- Task directions
Transcribe the listing exactly, leaving out every picture.

- Data provided
·····

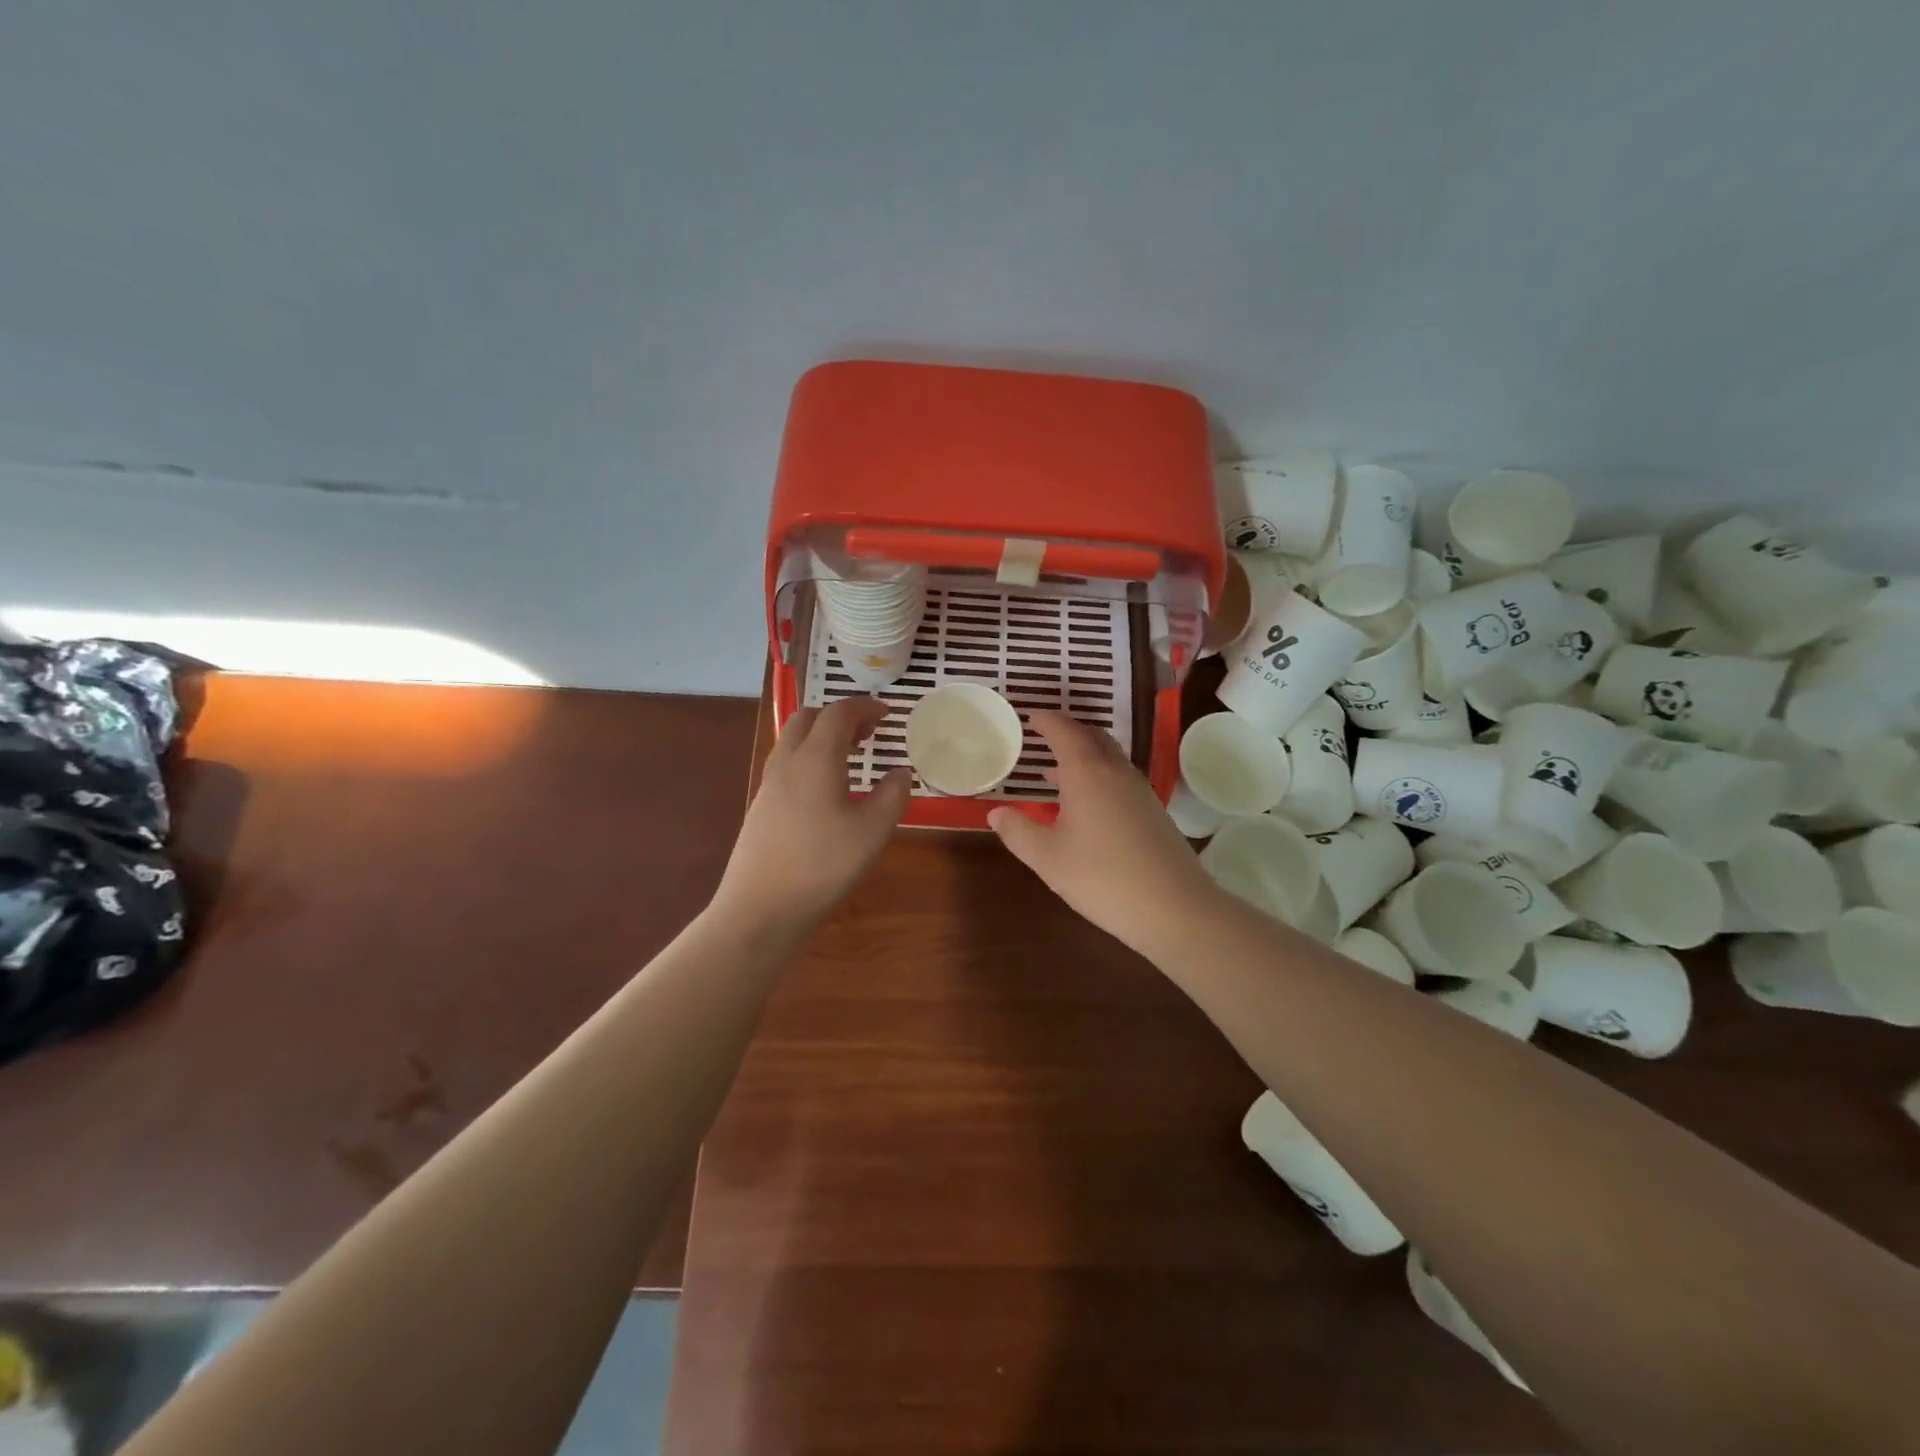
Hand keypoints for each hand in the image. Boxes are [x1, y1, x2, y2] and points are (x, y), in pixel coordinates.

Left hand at [715, 697, 910, 929]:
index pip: (838, 713)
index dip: (865, 707)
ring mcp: (769, 785)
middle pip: (809, 718)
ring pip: (794, 741)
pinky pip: (787, 765)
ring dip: (822, 737)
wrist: (760, 907)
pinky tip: (826, 790)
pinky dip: (810, 759)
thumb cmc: (823, 865)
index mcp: (816, 758)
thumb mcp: (872, 831)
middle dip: (840, 716)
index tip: (888, 713)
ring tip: (850, 757)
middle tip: (868, 732)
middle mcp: (787, 762)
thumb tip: (901, 772)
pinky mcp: (761, 807)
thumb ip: (892, 795)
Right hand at [987, 711, 1221, 958]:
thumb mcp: (1048, 858)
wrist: (1175, 908)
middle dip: (1068, 731)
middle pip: (1092, 737)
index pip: (1064, 732)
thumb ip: (1018, 831)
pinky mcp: (1153, 811)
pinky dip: (1098, 775)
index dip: (1046, 721)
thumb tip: (996, 812)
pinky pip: (1120, 778)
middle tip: (1044, 735)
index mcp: (1087, 773)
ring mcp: (1140, 791)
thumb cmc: (1102, 878)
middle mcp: (1116, 772)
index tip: (1031, 716)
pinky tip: (1086, 804)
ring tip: (1057, 771)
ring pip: (1109, 758)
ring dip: (1084, 755)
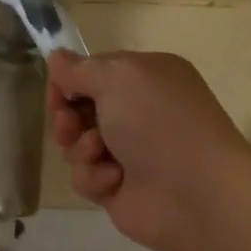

·····

- Written response
Hand keypoints for each hand in the image. Boxes are [x1, y1, x2, y2] and points are (x, y), in pixel coordinates.

Left hand at [715, 697, 910, 929]:
index pip: (838, 713)
index dip: (865, 707)
ring mcp: (769, 785)
middle pip: (809, 718)
ring pip: (794, 741)
pinky pip: (787, 765)
ring dip: (822, 737)
wrist: (760, 907)
pinky tip: (826, 790)
pinky dip: (810, 759)
thumb cmc: (823, 865)
index mcp: (816, 758)
thumb mcp: (872, 831)
middle dip: (840, 716)
index tip: (888, 713)
ring tip: (850, 757)
middle tip: (868, 732)
middle mcp: (787, 762)
thumb tip: (901, 772)
pinky mcp: (761, 807)
thumb ip: (892, 795)
Right hand at [987, 711, 1221, 958]:
thumb mcp: (1048, 858)
wrist: (1175, 908)
middle dip: (1068, 731)
middle pip: (1092, 737)
index pip: (1064, 732)
thumb ip: (1018, 831)
pinky mcp: (1153, 811)
pinky dip: (1098, 775)
index dip: (1046, 721)
thumb tip: (996, 812)
pinky pip: (1120, 778)
middle tip: (1044, 735)
index mcp: (1087, 773)
ring mcp: (1140, 791)
thumb cmc: (1102, 878)
middle mcp: (1116, 772)
index tip: (1031, 716)
pinky tip: (1086, 804)
ring tip: (1057, 771)
ring pip: (1109, 758)
ring dip: (1084, 755)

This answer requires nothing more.